» **REQUIRED ACTION**: Copy all records exactly; omit pictures.

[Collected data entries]
━━━━━━━━

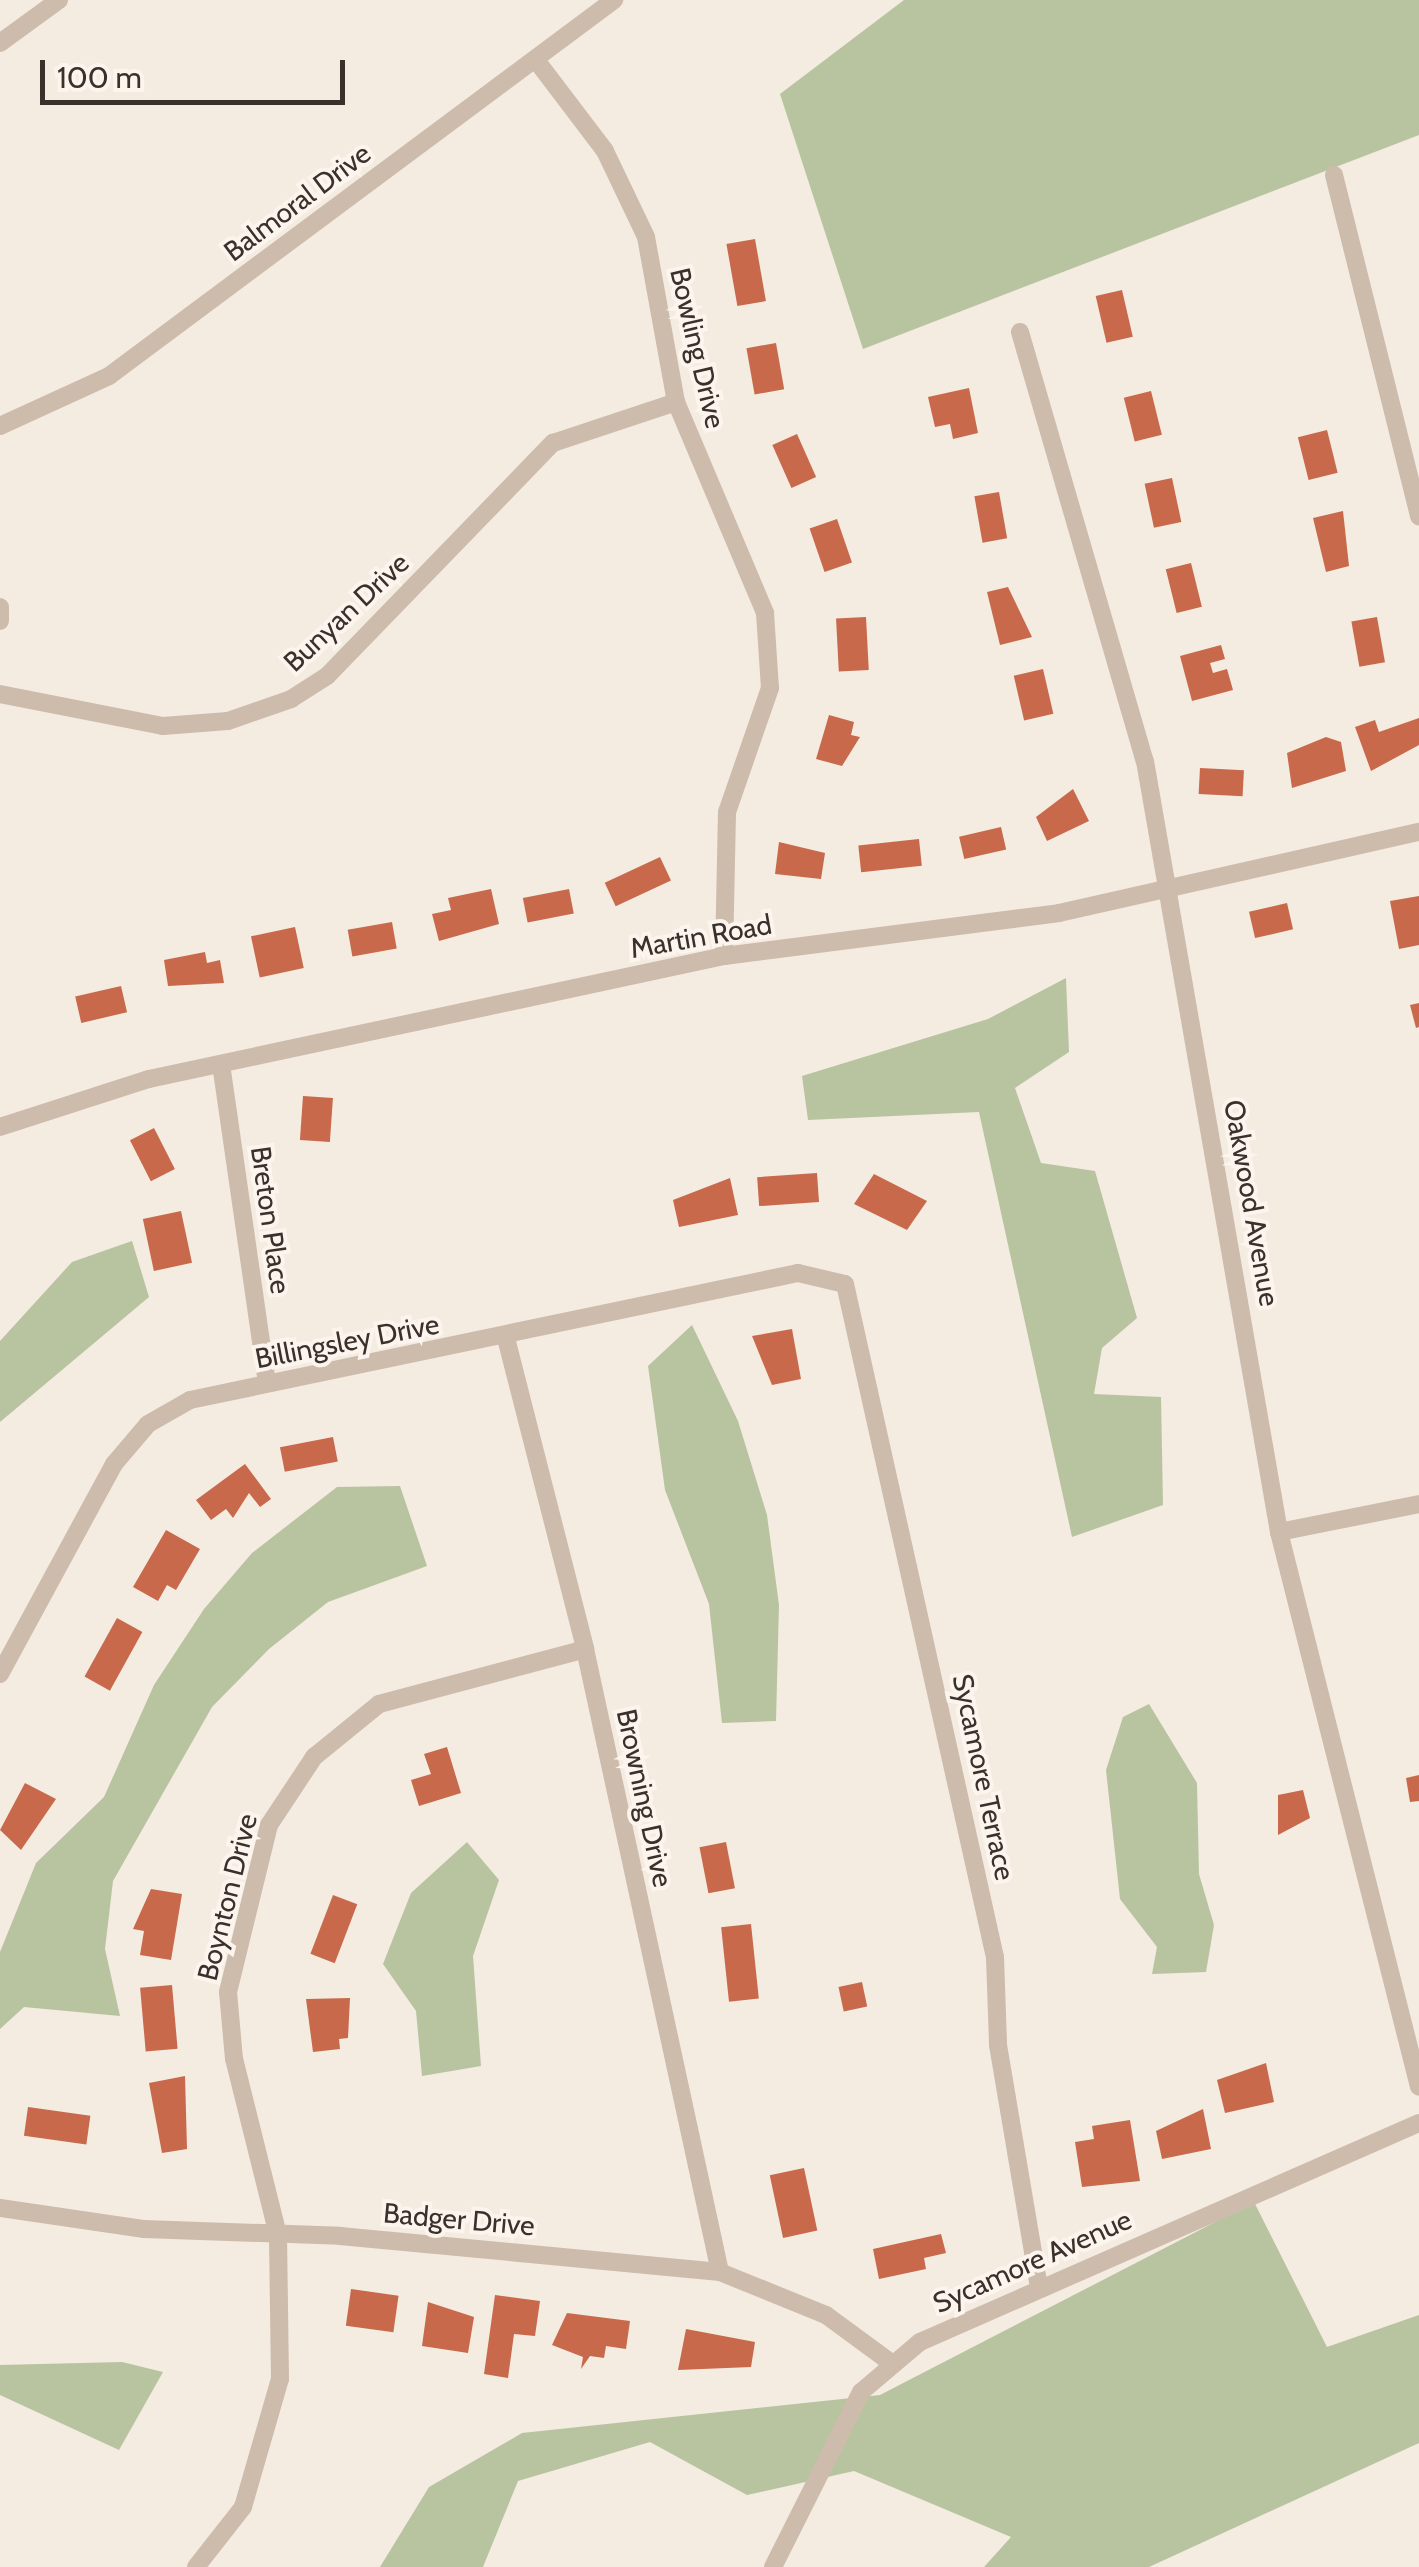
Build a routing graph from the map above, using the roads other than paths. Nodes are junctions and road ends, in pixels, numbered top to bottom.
1 (59, 0) edge
2 (614, 0) edge
3 (0, 43) edge
4 (536, 60) junction
5 (1334, 175) dead end
6 (1020, 332) dead end
7 (676, 402) junction
8 (0, 426) edge
9 (1419, 516) edge
10 (0, 607) edge
11 (0, 621) edge
12 (0, 694) edge
13 (1419, 832) edge
14 (1169, 882) junction
15 (724, 956) junction
16 (221, 1064) junction
17 (0, 1127) edge
18 (845, 1284) joint
19 (506, 1338) junction
20 (267, 1384) junction
21 (1419, 1504) edge
22 (1280, 1532) junction
23 (585, 1650) junction
24 (0, 1674) edge
25 (1419, 2086) edge
26 (1419, 2124) edge
27 (0, 2208) edge
28 (278, 2235) junction
29 (720, 2272) junction
30 (1038, 2288) junction
31 (890, 2362) junction
32 (196, 2567) edge
33 (773, 2567) edge

1 - 3 street
2 - 4 street, Balmoral Drive
4 - 7 street, Bowling Drive
4 - 8 street, Balmoral Drive
5 - 9 street
6 - 14 street, Oakwood Avenue
7 - 12 street, Bunyan Drive
7 - 15 street, Bowling Drive
10 - 11 street
13 - 14 street, Martin Road
14 - 15 street, Martin Road
14 - 22 street, Oakwood Avenue
15 - 16 street, Martin Road
16 - 17 street, Martin Road
16 - 20 street, Breton Place
18 - 19 street, Billingsley Drive
18 - 30 street, Sycamore Terrace
19 - 20 street, Billingsley Drive
19 - 23 street, Browning Drive
20 - 24 street, Billingsley Drive
21 - 22 street
22 - 25 street, Oakwood Avenue
23 - 28 street, Boynton Drive
23 - 29 street, Browning Drive
26 - 30 street, Sycamore Avenue
27 - 28 street, Badger Drive
28 - 29 street, Badger Drive
28 - 32 street
29 - 31 street, Badger Drive
30 - 31 street, Sycamore Avenue
31 - 33 street, Sycamore Avenue

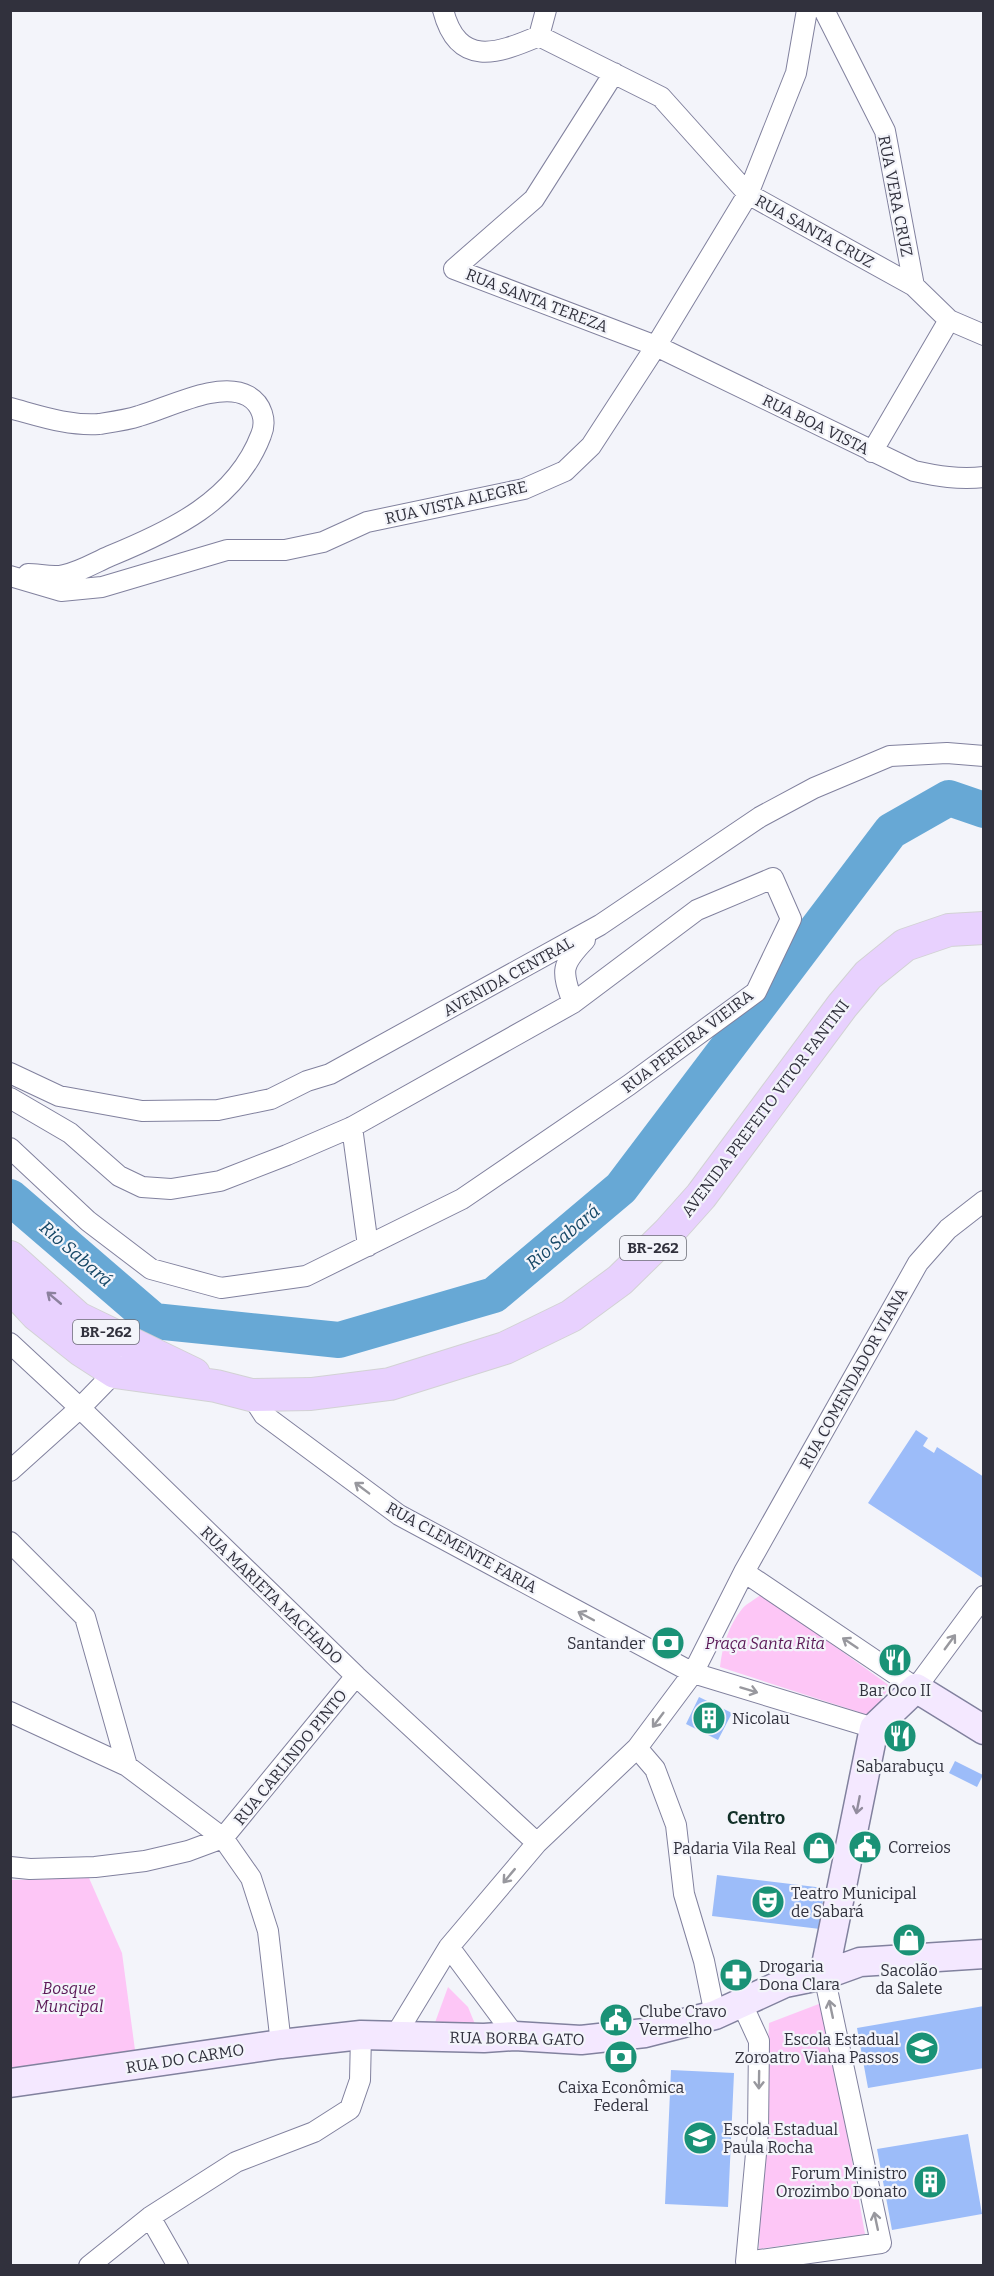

━━━━━━━━

» **COMPLETED EXERCISE**:
Build a routing graph from the map above, using the roads other than paths. Nodes are junctions and road ends, in pixels, numbered top to bottom.
1 (59, 0) edge
2 (614, 0) edge
3 (0, 43) edge
4 (536, 60) junction
5 (1334, 175) dead end
6 (1020, 332) dead end
7 (676, 402) junction
8 (0, 426) edge
9 (1419, 516) edge
10 (0, 607) edge
11 (0, 621) edge
12 (0, 694) edge
13 (1419, 832) edge
14 (1169, 882) junction
15 (724, 956) junction
16 (221, 1064) junction
17 (0, 1127) edge
18 (845, 1284) joint
19 (506, 1338) junction
20 (267, 1384) junction
21 (1419, 1504) edge
22 (1280, 1532) junction
23 (585, 1650) junction
24 (0, 1674) edge
25 (1419, 2086) edge
26 (1419, 2124) edge
27 (0, 2208) edge
28 (278, 2235) junction
29 (720, 2272) junction
30 (1038, 2288) junction
31 (890, 2362) junction
32 (196, 2567) edge
33 (773, 2567) edge

1 - 3 street
2 - 4 street, Balmoral Drive
4 - 7 street, Bowling Drive
4 - 8 street, Balmoral Drive
5 - 9 street
6 - 14 street, Oakwood Avenue
7 - 12 street, Bunyan Drive
7 - 15 street, Bowling Drive
10 - 11 street
13 - 14 street, Martin Road
14 - 15 street, Martin Road
14 - 22 street, Oakwood Avenue
15 - 16 street, Martin Road
16 - 17 street, Martin Road
16 - 20 street, Breton Place
18 - 19 street, Billingsley Drive
18 - 30 street, Sycamore Terrace
19 - 20 street, Billingsley Drive
19 - 23 street, Browning Drive
20 - 24 street, Billingsley Drive
21 - 22 street
22 - 25 street, Oakwood Avenue
23 - 28 street, Boynton Drive
23 - 29 street, Browning Drive
26 - 30 street, Sycamore Avenue
27 - 28 street, Badger Drive
28 - 29 street, Badger Drive
28 - 32 street
29 - 31 street, Badger Drive
30 - 31 street, Sycamore Avenue
31 - 33 street, Sycamore Avenue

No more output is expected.